I’ve put together a couple of new applications in response to the Library of Congress-sponsored Congressional Data Competition. The remit for this was to “…leverage that data to create new meaning or tools to help members of Congress and the public explore it in new ways.”

After spending a lot of time looking at the XML files at the GPO’s Bulk Data Bill Status page, I thought that one approach would be to do something that reflects the winding path a bill (or resolution) wends on its way from introduction to passage. It felt like a good opportunity to use a Sankey diagram, so after some poking around to make sure that nobody else had already done this with US Congressional data, I started work on Committee Flow.

The underlying architecture is fairly simple. In Google Charts, Sankey diagrams are built by defining a series of connections between points and their accompanying weights, a la

          [ 'A', 'X', 5 ],
          [ 'A', 'Y', 7 ],
          [ 'A', 'Z', 6 ],
          [ 'B', 'X', 2 ]...

Since each bill status record details which committee a bill was initially assigned to after introduction, as well as telling us whether it made it out of committee, we can count all of those connections progammatically. We can also glean whether that bill eventually passed on the floor. By summing all those counts together, we can can say that x number of bills were sent to Finance in a congress, while y were reported out and so build our diagram.

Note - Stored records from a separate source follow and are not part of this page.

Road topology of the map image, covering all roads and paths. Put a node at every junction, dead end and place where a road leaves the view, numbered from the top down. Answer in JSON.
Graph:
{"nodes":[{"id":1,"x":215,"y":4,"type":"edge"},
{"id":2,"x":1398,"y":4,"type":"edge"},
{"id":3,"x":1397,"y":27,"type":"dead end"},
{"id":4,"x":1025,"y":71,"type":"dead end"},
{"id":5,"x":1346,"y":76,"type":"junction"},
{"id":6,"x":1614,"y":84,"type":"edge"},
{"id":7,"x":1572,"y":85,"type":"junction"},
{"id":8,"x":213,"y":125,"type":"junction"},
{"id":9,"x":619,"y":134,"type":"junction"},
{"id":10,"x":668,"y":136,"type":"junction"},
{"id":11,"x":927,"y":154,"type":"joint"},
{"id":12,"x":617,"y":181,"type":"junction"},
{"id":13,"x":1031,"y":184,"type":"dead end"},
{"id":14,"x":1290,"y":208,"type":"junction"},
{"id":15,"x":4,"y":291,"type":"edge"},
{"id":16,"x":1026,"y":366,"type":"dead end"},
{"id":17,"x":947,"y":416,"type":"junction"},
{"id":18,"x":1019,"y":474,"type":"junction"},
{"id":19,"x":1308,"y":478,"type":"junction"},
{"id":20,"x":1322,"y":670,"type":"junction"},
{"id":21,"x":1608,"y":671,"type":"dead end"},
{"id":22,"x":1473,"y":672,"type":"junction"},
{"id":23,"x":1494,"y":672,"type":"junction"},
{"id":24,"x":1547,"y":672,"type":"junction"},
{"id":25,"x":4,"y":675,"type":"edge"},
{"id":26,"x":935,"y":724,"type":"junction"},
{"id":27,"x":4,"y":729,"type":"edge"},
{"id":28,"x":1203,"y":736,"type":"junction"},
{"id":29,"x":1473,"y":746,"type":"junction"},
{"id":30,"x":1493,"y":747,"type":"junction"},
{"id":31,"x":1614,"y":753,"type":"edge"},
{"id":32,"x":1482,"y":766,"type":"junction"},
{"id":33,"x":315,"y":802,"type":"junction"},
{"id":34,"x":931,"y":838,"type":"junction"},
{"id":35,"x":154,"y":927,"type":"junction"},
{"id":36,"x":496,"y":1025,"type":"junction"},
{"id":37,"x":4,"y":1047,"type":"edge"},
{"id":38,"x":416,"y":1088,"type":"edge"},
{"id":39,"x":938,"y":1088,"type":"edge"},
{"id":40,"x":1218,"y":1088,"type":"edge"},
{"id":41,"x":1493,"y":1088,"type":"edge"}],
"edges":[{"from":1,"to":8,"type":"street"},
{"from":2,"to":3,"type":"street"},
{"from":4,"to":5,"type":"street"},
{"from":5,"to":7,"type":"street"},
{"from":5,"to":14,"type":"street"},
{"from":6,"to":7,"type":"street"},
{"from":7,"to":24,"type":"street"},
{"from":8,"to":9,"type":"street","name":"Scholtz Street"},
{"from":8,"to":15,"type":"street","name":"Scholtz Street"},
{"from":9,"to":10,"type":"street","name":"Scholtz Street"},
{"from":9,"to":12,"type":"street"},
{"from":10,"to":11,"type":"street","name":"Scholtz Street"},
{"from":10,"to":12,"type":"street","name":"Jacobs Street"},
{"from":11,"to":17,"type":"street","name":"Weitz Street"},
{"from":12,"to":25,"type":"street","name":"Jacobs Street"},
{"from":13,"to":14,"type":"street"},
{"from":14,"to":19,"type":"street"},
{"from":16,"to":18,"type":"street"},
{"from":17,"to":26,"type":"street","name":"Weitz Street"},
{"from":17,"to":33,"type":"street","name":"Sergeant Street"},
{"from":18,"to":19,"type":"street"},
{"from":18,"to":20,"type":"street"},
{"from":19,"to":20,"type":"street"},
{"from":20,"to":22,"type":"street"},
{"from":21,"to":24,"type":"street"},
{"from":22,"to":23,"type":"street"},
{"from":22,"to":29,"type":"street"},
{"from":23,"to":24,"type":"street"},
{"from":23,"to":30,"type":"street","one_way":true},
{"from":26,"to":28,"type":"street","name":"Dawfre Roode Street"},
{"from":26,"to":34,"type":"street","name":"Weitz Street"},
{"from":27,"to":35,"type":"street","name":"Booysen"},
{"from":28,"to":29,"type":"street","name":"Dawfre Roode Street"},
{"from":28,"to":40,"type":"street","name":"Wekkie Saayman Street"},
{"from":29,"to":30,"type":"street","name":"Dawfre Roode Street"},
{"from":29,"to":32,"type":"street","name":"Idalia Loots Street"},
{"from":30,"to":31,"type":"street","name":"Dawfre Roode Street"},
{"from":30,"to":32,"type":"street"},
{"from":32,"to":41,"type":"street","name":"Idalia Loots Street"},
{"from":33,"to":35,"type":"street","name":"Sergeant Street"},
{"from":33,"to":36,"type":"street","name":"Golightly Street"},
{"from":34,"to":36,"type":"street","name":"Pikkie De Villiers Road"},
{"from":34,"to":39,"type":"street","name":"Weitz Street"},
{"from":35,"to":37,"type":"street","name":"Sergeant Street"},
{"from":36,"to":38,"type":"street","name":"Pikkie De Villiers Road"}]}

Notably, since each bill and resolution is also tagged with the policy area and legislative subject headings that it is indexed under, we can also do counts for bills about individual topics. For instance, the policy areas “Foreign Trade and International Finance”:

…or the legislative subjects “Libraries and archives”:

All the initial counting is handled by a Python script that slurps up the individual XML status files from a given directory. It’s kinda primitive, so make sure that you have only one type of status (H.R., H.Res., S. or S.Res) and one congress in each directory you are scanning. Once you have your resulting files (“sankeysubjects_114_S.js”, etc.), dump them into the designated /data directory, and you’re good to go.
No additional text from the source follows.